Sorot Merah Putih, Jakarta – Peserta Program Jaminan Kehilangan Pekerjaan (JKP) kini dapat menikmati manfaat uang tunai sebesar 60 persen dari gaji terakhir selama enam bulan setelah mengalami pemutusan hubungan kerja (PHK).
Kebijakan ini berlaku setelah Presiden Prabowo Subianto menerbitkan Peraturan Pemerintah (PP) Nomor 6 Tahun 2025 tentang Penyelenggaraan Program JKP pada 7 Februari 2025.
Kebijakan terbaru ini dianggap sebagai langkah maju dalam melindungi kesejahteraan pekerja.
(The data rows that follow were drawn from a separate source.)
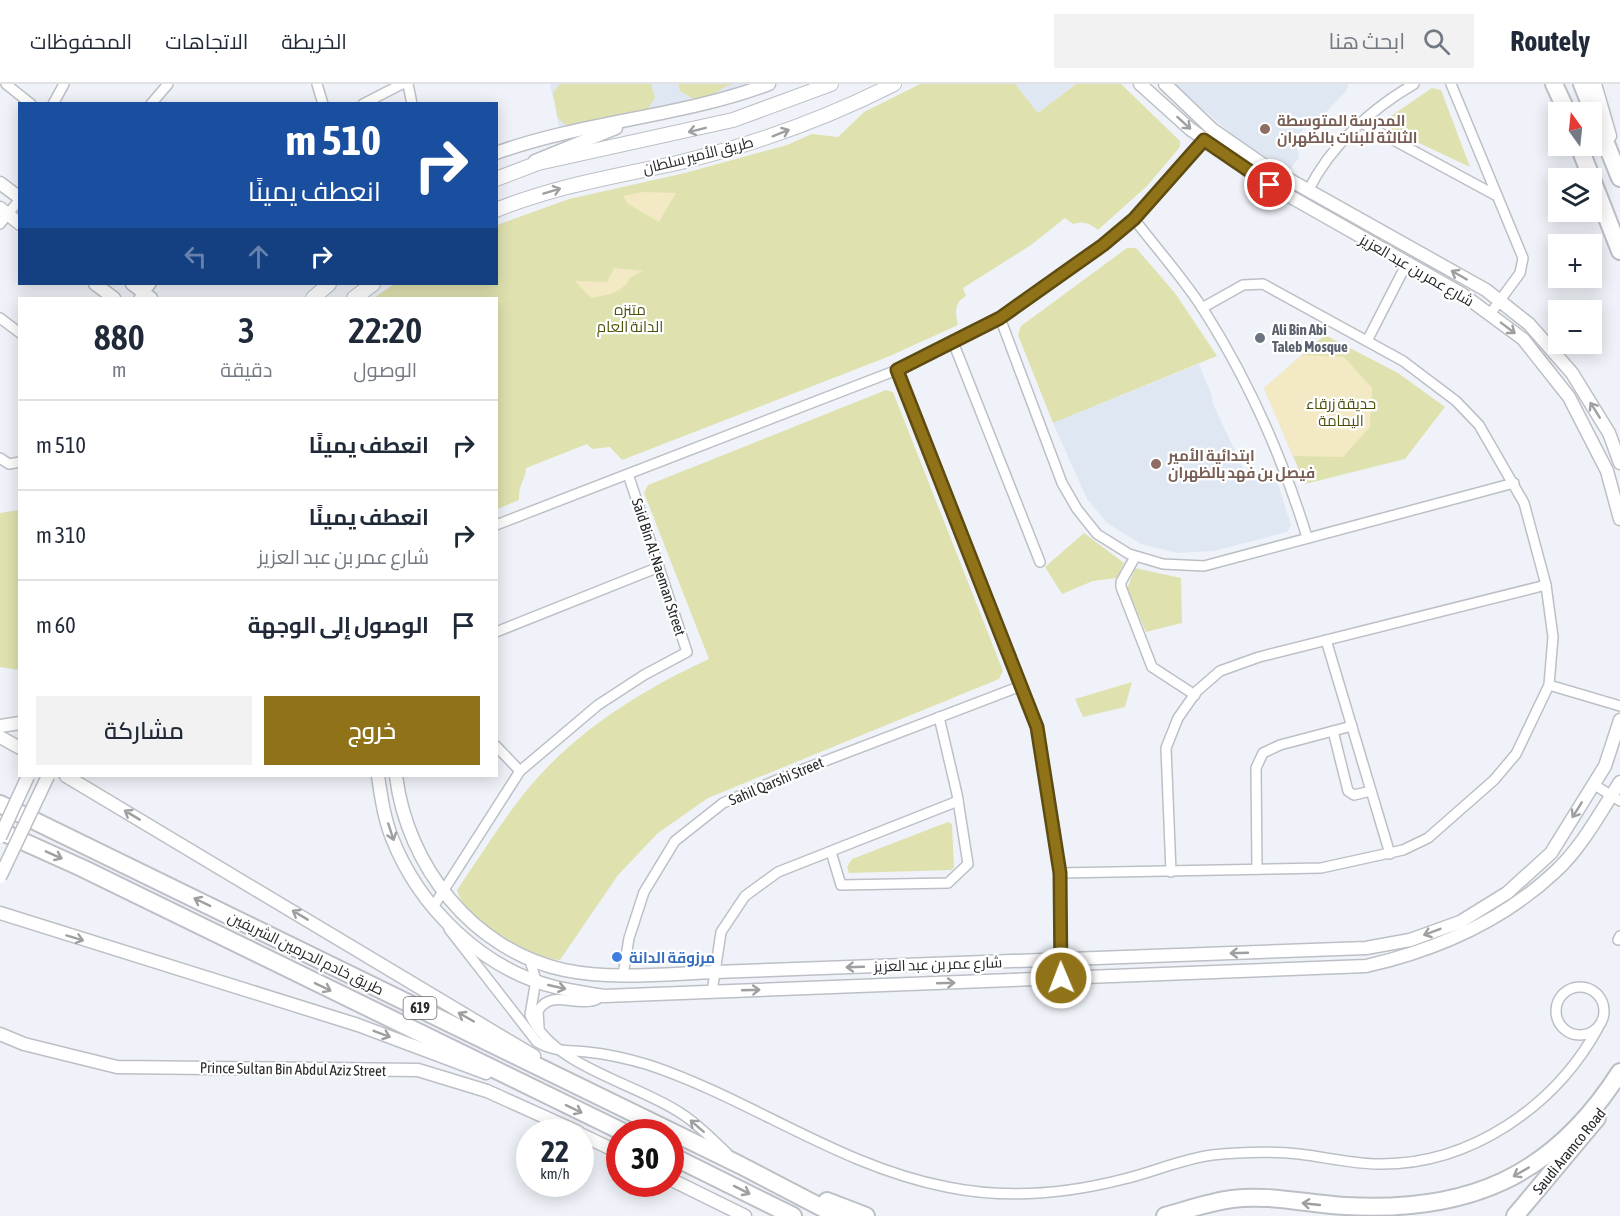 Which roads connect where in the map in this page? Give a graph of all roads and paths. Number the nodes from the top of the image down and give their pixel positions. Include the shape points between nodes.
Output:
1 (6, 84) edge
2 (63, 84) edge
3 (168, 84) edge
4 (317, 84) edge
5 (402, 84) edge
6 (408, 84) edge
7 (769, 84) edge
8 (831, 84) edge
9 (894, 84) edge
10 (1140, 84) edge
11 (1165, 84) edge
12 (1414, 84) edge
13 (1451, 84) edge
14 (1553, 84) edge
15 (1582, 84) edge
16 (1595, 84) edge
17 (28, 102) edge
18 (53, 102) edge
19 (153, 102) edge
20 (322, 102) edge
21 (367, 102) edge
22 (412, 102) edge
23 (1562, 102) edge
24 (651, 116) junction
25 (1362, 123) junction
26 (1214, 130) junction
27 (1204, 140) junction
28 (498, 152) edge
29 (1583, 156) edge
30 (526, 168) junction
31 (1620, 169) edge
32 (498, 178) edge
33 (1620, 178) edge
34 (0, 183) edge
35 (1308, 191) junction
36 (1497, 196) junction
37 (18, 197) edge
38 (18, 201) edge
39 (498, 209) edge
40 (2, 216) edge
41 (1134, 219) junction
42 (18, 223) edge
43 (1620, 251) edge
44 (1407, 263) junction
45 (96, 285) edge
46 (328, 285) edge
47 (371, 285) edge
48 (113, 297) edge
49 (314, 297) edge
50 (355, 297) edge
51 (1502, 301) junction
52 (1202, 308) junction
53 (1490, 315) junction
54 (0, 318) edge
55 (1000, 318) junction
56 (18, 332) edge
57 (1367, 341) junction
58 (953, 342) junction
59 (897, 370) junction
60 (0, 458) edge
61 (18, 462) edge
62 (1620, 463) edge
63 (628, 474) junction
64 (1514, 483) junction
65 (1620, 519) edge
66 (498, 524) edge
67 (1307, 537) junction
68 (1135, 556) junction
69 (1040, 562) dead end
70 (659, 567) junction
71 (1546, 585) junction
72 (498, 631) edge
73 (1326, 640) junction
74 (1549, 685) junction
75 (1021, 686) junction
76 (1195, 695) junction
77 (1620, 706) edge
78 (939, 717) junction
79 (1620, 720) edge
80 (18, 723) edge
81 (0, 726) edge
82 (1352, 726) junction
83 (1333, 731) junction
84 (0, 737) edge
85 (18, 747) edge
86 (498, 748) edge
87 (520, 771) junction
88 (28, 777) edge
89 (48, 777) edge
90 (68, 777) edge
91 (86, 777) edge
92 (378, 777) edge
93 (396, 777) edge
94 (1620, 782) edge
95 (1593, 784) junction
96 (1371, 791) junction
97 (93, 792) junction
98 (1616, 798) edge
99 (958, 801) junction
100 (0, 804) edge
101 (0, 831) edge
102 (0, 837) edge
103 (831, 852) junction
104 (1390, 854) junction
105 (1257, 869) junction
106 (1171, 872) junction
107 (1060, 873) junction
108 (0, 877) edge
109 (444, 892) junction
110 (436, 912) junction
111 (0, 913) edge
112 (0, 921) edge
113 (40, 927) junction
114 (529, 958) junction
115 (1060, 959) junction
116 (715, 972) junction
117 (623, 975) junction
118 (1061, 978) junction
119 (536, 980) junction
120 (712, 992) junction
121 (604, 996) junction
122 (1598, 1028) junction
123 (539, 1029) junction
124 (0, 1034) edge
125 (1578, 1036) junction
126 (560, 1050) junction
127 (1581, 1056) junction
128 (1620, 1072) edge
129 (1620, 1085) edge
130 (544, 1094) junction
131 (548, 1119) edge
132 (645, 1119) edge
133 (649, 1119) edge
134 (606, 1124) edge
135 (684, 1138) edge
136 (684, 1162) edge
137 (740, 1165) junction
138 (684, 1186) edge
139 (768, 1204) junction
140 (745, 1216) edge
141 (788, 1216) edge
142 (793, 1216) edge
143 (838, 1216) edge
144 (866, 1216) edge
145 (1165, 1216) edge
146 (1515, 1216) edge

1 - 17 street
2 - 18 street
3 - 19 street
4 - 20 street
5 - 21 street
6 - 22 street
7 - 24 street
8 -> 30 main road, طريق الأمير سلطان via 733,120
39 -> 9 main road, طريق الأمير سلطان via 585,181 676,163 770,138
10 -> 27 street, شارع عمر بن عبد العزيز
11 - 26 street
12 - 25 street via 1382,103
13 - 36 street
14 - 23 highway
15 - 33 highway
16 - 31 street
24 - 28 street via 568,132
24 - 30 street via 542,156
25 - 35 street via 1320,166
25 - 36 street
26 - 27 street
26 - 35 street
27 - 41 street
27 - 44 street, شارع عمر بن عبد العزيز via 1270,185
29 - 43 highway
30 - 32 main road, طريق الأمير سلطان
34 - 37 street
51 -> 35 street
36 - 51 street via 1523,258 1520,273
38 - 40 street
40 - 42 street
41 - 52 street
41 - 55 street
44 - 53 street, شارع عمر بن عبد العزيز
44 - 57 street
45 - 48 street
46 - 49 main road
47 - 50 main road
51 - 53 street
62 -> 51 street via 1610,433 1572,373 1529,324
52 - 57 street via 1243,285 1263,284
52 - 67 street via 1271,434
53 -> 65 street, شارع عمر بن عبد العزيز via 1523,339 1569,397 1607,471
54 - 56 street
55 - 58 street
55 - 68 street via 1062,483 1097,534
57 - 64 street via 1403,361 1456,401 1479,425
58 - 59 street
58 - 69 street
59 - 63 street
59 - 75 street
60 - 61 street via 9,464
63 - 66 street
63 - 70 street, Said Bin Al-Naeman Street
64 - 67 street
64 - 71 street via 1524,503
67 - 68 street via 1204,566 1163,564
68 - 76 street via 1121,587 1152,666
70 - 72 street
70 - 87 street, Said Bin Al-Naeman Street via 687,652 598,705
71 - 73 street
71 - 74 street via 1553,637
73 - 76 street via 1220,671
73 - 82 street
74 - 77 street
74 - 104 street via 1516,754 1494,780 1428,838
75 - 78 street, Sahil Qarshi Street
75 - 107 street via 1037,727
76 - 106 street via 1178,718 1166,748
78 - 99 street
78 - 117 street, Sahil Qarshi Street via 723,803 675,841 644,892 629,938
79 - 95 street, شارع عمر بن عبد العزيز via 1605,766
80 - 81 street
82 - 83 street
82 - 96 street
83 - 96 street via 1348,791 1354,795
83 - 105 street via 1263,753 1256,768
84 - 85 street
86 - 87 street
87 - 109 street, Said Bin Al-Naeman Street
88 - 102 street, bridge
89 - 108 street, bridge
90 - 97 street
91 - 97 street
92 -> 110 street via 392,839
93 - 109 street, شارع عمر بن عبد العزيز via 410,834 432,879
94 - 98 street
95 - 98 street
95 -> 115 street, شارع عمر بن عبد العزيز via 1551,854 1507,892 1460,922 1410,940 1366,948
96 - 104 street
133 -> 97 street via 483,1027
98 - 118 street via 1557,870 1524,897 1463,936 1413,956 1366,966
99 - 103 street
99 - 103 street via 968,864 948,883 841,885
132 -> 100 highway, طريق خادم الحرمين الشريفين / 619
101 -> 130 highway, طريق خادم الحرمين الشريفين / 619
103 - 116 street via 778,872 744,896 721,932
104 - 105 street via 1321,868
105 - 106 street
106 - 107 street
107 - 115 street
109 - 110 street, Said Bin Al-Naeman Street
109 - 114 street, شارع عمر بن عبد العزيز via 481,929
110 - 119 street via 465,942 512,971
110 - 126 street via 537,1042
111 - 113 street
112 - 113 street
113 -> 130 street via 358,1025
114 - 117 street, شارع عمر بن عبد العزيز via 564,970
114 - 119 street
115 -> 116 street, شارع عمر بن عبد العزيز
115 - 118 street
116 - 117 street, شارع عمر بن عبد العزيز
116 - 120 street
120 -> 118 street
119 -> 121 street
119 - 123 street via 530,1015
120 - 121 street
121 - 123 street via 591,1002 547,1001 538,1011
122 - 125 street
122 - 125 street via 1604,1013 1600,998 1587,988 1571,989 1559,1000 1556,1015 1564,1029
122 - 127 street
123 - 126 street
124 - 131 street, Prince Sultan Bin Abdul Aziz Street via 24,1044 117,1067 418,1070 487,1091
125 - 127 street
126 - 127 street via 614,1056 658,1069 698,1084 862,1163 911,1179 986,1193 1028,1194 1120,1180 1189,1160 1243,1152 1299,1154 1380,1165 1436,1156 1476,1143 1510,1124 1558,1085
137 -> 126 street via 681,1112
128 -> 145 highway via 1592,1110 1551,1153 1521,1173 1459,1199 1398,1207 1232,1199
129 - 146 highway, Saudi Aramco Road via 1575,1148
130 -> 134 highway, طريق خادم الحرمين الشريفين / 619
135 - 137 highway, طريق خادم الحرمين الشريفين / 619
136 -> 139 highway
137 - 143 highway, طريق خادم الحرمين الشريفين / 619
137 - 144 highway
138 - 140 street
139 - 141 highway
139 - 142 highway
Sejak berlakunya Undang-Undang Cipta Kerja, jumlah pesangon yang diterima pekerja memang mengalami penurunan signifikan.
Jika sebelumnya, berdasarkan UU Nomor 13 Tahun 2003 tentang Ketenagakerjaan, pekerja yang telah bekerja puluhan tahun bisa menerima hingga 32 kali upah, kini maksimal hanya 19 kali upah, ditambah manfaat JKP (Jaminan Kehilangan Pekerjaan) yang dikelola oleh BPJS Ketenagakerjaan.
Sementara, berdasarkan PP Nomor 37 Tahun 2021 tentang Penyelenggaraan Program JKP, pekerja yang terkena PHK berhak atas uang tunai sebesar 45 persen dari upah untuk tiga bulan pertama dan 25 persen dari upah selama tiga bulan berikutnya.
Selain itu, ada manfaat tambahan berupa pelatihan kerja untuk membantu pekerja beralih ke bidang lain.
Ketua Umum DPP Konfederasi Serikat Pekerja Seluruh Indonesia (KSPSI), Jumhur Hidayat, menyambut baik penerbitan PP Nomor 6 Tahun 2025 ini.
“Alhamdulillah, ini jelas lebih menguntungkan buruh dibandingkan dengan aturan sebelumnya. Artinya, selama enam bulan sejak di-PHK, para pekerja bisa menerima uang tunai 60 persen dari upah terakhir,” ucapnya. Senin (17/02/2025).
Menurutnya, aturan baru ini memberikan kepastian dan perlindungan yang lebih baik bagi buruh yang terdampak PHK.
“Ini merupakan kebijakan yang pro-buruh dan akan berdampak positif dalam menjaga daya beli masyarakat, yang merupakan motor utama pertumbuhan ekonomi,” ujar Jumhur.
Jumhur juga menilai bahwa pemerintahan Prabowo Subianto sejauh ini menunjukkan keberpihakan yang nyata kepada kaum buruh dan masyarakat lemah.
Ia menekankan pentingnya menjaga momentum ini demi menciptakan keseimbangan antara kepentingan dunia usaha dan kesejahteraan pekerja.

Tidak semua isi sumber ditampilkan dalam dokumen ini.